## Task
Below are some records. How many of their lines contain the string "Karlstraße"? Give the number only.

[Collected data]

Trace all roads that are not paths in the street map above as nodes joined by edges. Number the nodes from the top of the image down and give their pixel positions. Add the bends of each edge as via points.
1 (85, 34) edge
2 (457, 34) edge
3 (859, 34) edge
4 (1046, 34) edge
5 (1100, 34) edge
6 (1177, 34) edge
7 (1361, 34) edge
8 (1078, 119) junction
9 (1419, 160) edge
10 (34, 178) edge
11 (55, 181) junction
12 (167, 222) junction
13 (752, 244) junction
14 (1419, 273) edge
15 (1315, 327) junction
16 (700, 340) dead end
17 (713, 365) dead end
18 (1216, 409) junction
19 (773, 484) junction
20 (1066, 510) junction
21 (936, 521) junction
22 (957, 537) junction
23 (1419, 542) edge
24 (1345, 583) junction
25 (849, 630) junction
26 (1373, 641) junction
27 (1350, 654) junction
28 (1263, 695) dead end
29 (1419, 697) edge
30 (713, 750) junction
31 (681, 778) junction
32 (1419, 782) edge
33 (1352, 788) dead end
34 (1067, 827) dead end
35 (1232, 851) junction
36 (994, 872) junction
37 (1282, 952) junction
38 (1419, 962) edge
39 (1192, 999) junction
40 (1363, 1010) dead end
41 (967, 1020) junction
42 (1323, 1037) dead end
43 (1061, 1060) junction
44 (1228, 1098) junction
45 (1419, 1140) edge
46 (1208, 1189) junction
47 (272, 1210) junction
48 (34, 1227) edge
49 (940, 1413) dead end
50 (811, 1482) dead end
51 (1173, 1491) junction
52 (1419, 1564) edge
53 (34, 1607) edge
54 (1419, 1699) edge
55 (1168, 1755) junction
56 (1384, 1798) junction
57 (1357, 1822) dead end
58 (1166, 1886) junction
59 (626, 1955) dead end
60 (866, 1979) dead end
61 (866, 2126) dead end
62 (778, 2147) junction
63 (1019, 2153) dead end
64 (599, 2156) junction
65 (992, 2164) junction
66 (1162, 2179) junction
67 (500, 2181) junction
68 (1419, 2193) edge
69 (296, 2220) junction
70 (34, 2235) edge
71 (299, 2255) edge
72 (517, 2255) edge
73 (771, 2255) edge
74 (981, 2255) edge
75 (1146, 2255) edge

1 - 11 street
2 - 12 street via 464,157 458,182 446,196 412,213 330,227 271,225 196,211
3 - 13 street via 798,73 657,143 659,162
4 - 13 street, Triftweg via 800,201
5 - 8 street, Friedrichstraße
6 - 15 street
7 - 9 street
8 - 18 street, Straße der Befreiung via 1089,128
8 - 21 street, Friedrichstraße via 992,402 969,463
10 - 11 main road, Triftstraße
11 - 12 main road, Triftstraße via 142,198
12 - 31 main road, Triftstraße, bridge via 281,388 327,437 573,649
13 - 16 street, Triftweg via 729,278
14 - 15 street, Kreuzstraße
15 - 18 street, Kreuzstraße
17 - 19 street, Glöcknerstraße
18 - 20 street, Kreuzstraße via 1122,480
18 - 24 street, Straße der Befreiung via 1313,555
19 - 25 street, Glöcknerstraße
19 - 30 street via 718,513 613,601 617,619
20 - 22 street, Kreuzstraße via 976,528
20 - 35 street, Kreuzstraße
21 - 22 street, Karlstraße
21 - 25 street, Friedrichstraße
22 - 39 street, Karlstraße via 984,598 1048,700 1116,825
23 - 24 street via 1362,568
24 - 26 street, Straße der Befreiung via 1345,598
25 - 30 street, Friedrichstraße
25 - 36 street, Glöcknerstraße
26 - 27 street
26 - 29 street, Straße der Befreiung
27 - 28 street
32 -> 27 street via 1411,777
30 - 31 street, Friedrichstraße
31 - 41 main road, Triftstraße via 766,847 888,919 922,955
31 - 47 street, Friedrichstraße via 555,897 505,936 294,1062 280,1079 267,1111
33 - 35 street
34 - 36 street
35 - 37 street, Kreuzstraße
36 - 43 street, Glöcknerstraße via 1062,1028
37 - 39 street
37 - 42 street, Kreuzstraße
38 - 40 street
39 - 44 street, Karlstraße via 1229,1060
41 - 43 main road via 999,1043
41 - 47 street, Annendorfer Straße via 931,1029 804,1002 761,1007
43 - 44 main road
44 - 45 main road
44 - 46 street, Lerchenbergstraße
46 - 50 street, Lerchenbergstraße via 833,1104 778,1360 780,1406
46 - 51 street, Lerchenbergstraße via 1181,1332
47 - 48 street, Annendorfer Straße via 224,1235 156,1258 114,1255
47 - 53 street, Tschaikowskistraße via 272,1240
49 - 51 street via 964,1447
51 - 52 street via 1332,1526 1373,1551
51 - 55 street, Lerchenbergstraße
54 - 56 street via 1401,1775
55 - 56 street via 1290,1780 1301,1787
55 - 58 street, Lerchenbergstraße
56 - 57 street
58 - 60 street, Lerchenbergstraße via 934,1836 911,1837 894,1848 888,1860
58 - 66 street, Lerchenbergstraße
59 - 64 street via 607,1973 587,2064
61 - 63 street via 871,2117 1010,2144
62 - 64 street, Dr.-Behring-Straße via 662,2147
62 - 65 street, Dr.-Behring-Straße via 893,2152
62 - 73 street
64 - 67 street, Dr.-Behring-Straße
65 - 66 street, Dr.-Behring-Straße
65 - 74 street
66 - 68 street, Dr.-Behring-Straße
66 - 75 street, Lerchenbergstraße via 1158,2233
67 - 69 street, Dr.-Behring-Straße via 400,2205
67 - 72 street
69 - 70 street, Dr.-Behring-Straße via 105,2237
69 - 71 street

## Task response
3